Renata Coimbra Libório, especialista em Psicologia do Desenvolvimento Humano em Situações de Risco, da Unesp de Presidente Prudente, acompanha na cidade adolescentes inseridas na prostituição. Muitas das meninas têm trajetórias parecidas: conflitos dentro de casa que as levam para as ruas e necessidades materiais que as fazem ver a entrada na prostituição como única alternativa. Elas também não se adaptam nas escolas – as instituições, professores e diretores têm dificuldade para acolhê-las e integrá-las aos outros alunos. É expressiva ainda a ocorrência de problemas psicológicos e/ou psiquiátricos nessas adolescentes, apresentando casos de depressão, mutilação e tentativas de suicídio.
Para Renata, a existência da exploração sexual e prostituição de adolescentes é um problema claramente ligado à exclusão social gerada pela sociedade, que falha no oferecimento de espaço para essas adolescentes que rompem laços com suas famílias.
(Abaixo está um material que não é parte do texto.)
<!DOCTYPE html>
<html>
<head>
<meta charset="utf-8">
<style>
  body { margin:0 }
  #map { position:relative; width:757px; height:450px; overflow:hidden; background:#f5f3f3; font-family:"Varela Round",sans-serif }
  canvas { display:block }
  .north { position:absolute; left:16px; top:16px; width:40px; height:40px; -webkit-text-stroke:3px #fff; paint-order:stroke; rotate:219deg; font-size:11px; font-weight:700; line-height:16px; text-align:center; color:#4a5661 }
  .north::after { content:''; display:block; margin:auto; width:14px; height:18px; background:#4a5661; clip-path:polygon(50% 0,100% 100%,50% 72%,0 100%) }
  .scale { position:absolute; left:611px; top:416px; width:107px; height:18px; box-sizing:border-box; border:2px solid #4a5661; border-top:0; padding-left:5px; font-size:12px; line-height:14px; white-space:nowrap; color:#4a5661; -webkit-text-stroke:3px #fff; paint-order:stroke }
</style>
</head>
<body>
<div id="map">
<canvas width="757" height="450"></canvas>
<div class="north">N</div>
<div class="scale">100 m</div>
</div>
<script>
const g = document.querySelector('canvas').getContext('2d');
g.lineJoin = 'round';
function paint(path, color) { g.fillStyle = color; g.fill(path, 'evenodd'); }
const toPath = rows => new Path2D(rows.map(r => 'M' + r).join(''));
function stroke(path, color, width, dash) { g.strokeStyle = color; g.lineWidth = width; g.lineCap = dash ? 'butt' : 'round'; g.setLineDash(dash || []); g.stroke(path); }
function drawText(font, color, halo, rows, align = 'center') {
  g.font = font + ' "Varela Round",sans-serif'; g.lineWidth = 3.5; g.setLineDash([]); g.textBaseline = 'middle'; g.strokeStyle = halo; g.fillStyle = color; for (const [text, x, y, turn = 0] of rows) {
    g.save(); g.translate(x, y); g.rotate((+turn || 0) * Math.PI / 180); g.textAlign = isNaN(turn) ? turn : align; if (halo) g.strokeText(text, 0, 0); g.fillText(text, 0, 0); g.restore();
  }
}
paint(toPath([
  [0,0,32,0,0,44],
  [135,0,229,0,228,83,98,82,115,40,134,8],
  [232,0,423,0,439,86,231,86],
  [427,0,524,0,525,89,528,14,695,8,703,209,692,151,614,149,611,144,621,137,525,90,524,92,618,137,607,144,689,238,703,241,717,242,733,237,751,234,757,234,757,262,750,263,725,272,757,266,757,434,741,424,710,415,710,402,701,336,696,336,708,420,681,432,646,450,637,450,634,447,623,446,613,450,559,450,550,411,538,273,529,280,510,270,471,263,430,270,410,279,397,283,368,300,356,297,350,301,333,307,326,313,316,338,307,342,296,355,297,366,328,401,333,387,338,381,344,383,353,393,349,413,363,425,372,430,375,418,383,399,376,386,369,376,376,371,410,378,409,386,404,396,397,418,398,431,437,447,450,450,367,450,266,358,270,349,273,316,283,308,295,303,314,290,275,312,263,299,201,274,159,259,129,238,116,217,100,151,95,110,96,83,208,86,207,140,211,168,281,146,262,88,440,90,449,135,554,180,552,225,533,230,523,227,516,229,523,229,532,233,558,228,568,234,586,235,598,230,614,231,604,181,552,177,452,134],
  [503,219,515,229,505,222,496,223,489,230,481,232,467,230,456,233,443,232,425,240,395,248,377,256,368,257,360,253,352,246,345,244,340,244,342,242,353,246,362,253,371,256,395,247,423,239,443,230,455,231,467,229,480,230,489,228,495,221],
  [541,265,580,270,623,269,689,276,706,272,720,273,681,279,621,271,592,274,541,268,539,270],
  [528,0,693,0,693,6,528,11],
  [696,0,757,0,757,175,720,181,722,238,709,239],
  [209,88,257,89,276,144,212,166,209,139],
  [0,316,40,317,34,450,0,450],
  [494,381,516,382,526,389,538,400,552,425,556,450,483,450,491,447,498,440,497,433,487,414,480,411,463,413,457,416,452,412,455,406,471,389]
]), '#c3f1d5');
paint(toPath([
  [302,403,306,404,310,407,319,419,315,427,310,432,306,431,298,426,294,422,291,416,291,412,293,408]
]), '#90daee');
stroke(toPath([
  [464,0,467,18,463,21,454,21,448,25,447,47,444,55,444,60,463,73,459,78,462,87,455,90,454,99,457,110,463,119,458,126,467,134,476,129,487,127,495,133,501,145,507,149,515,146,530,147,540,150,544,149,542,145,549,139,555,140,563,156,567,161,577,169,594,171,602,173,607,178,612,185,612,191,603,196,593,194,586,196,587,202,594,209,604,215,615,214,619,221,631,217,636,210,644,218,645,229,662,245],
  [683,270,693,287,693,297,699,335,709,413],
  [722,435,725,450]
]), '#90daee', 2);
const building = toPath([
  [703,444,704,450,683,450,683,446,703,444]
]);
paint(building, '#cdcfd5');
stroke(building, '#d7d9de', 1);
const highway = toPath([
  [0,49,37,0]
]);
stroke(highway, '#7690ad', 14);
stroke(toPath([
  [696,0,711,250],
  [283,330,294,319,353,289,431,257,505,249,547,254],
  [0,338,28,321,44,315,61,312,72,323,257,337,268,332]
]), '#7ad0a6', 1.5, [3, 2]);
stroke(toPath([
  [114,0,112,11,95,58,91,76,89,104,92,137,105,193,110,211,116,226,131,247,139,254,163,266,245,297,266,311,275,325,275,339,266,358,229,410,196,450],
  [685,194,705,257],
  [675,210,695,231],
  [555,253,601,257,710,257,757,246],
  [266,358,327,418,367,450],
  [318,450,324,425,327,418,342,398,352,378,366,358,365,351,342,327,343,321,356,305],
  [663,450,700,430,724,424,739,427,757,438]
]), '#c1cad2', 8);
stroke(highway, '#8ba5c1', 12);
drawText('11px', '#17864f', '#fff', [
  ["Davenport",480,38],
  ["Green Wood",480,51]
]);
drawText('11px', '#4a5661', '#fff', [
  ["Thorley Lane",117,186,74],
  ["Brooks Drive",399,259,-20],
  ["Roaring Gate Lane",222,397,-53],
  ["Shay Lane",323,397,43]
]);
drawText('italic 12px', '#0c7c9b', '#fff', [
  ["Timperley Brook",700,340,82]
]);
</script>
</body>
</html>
Além disso, uma questão cultural faz com que em geral exista denúncia dos casos de exploração de crianças, mas não os de adolescentes. Há um falso pensamento de que as adolescentes escolhem essa vida conscientemente e que por isso não precisam de proteção. A pesquisa da FMUSP alerta, inclusive, para esse dado importante: os registros de exploração e abuso sexual em Boletins de Ocorrência têm números muito abaixo da realidade.

Essa faceta do problema, lembra Renata, está intimamente ligada ao machismo presente na nossa sociedade: muitos casos de abuso sexual não são denunciados por causa da mentalidade de inocentar o homem, pois ele estaria seguindo seus “instintos” e “necessidades”, não sendo culpado, então, pelo abuso. Como citou Eduardo Rezende de Melo, presidente da Associação Brasileira dos Magistrados, Promotores de Justiça e Defensores Públicos da Infância e Juventude, “o ser humano está desde sempre relacionado à violência, e isso afeta nossa capacidade de tolerância, o que é inadmissível”.

A inserção em uma realidade de violência explica ainda outros resultados surpreendentes da pesquisa feita na Baixada Santista. As adolescentes envolvidas com a prostituição não se sentiam exploradas, nem entendiam a exploração como violência. Isso porque estão acostumadas a um tipo de sociabilidade que as leva a encarar esse comportamento como natural.

“Essas meninas não compartilham da nossa concepção burguesa ocidental de sexo vinculado ao amor. Para elas o sexo é uma moeda de troca, meio de se obter dinheiro, favor ou proteção, e isso lhes parece comum”, explica Tatiana Landini, professora da Unifesp que participou da pesquisa.

Para a psicóloga Renata Libório, o trabalho para começar a reverter a situação passa por duas linhas. Uma na educação, na qual a escola deveria trabalhar com as crianças, desde o ensino fundamental, condutas auto protetoras e que as incentivassem a compreender a diferença entre uma vida sexual desejada e vida sexual abusiva. A outra é a questão cultural, em que a sociedade teria de aprender a não aceitar esses problemas como naturais, e denunciar o que muitas vezes fica velado.

Renata, entretanto, não deixa de lembrar onde está a raiz do problema. “O problema da exploração sexual de menores está ligado aos problemas socioculturais históricos, e dificilmente teremos uma solução para isso, enquanto estivermos dentro desse sistema econômico de extrema exploração do ser humano”, afirma.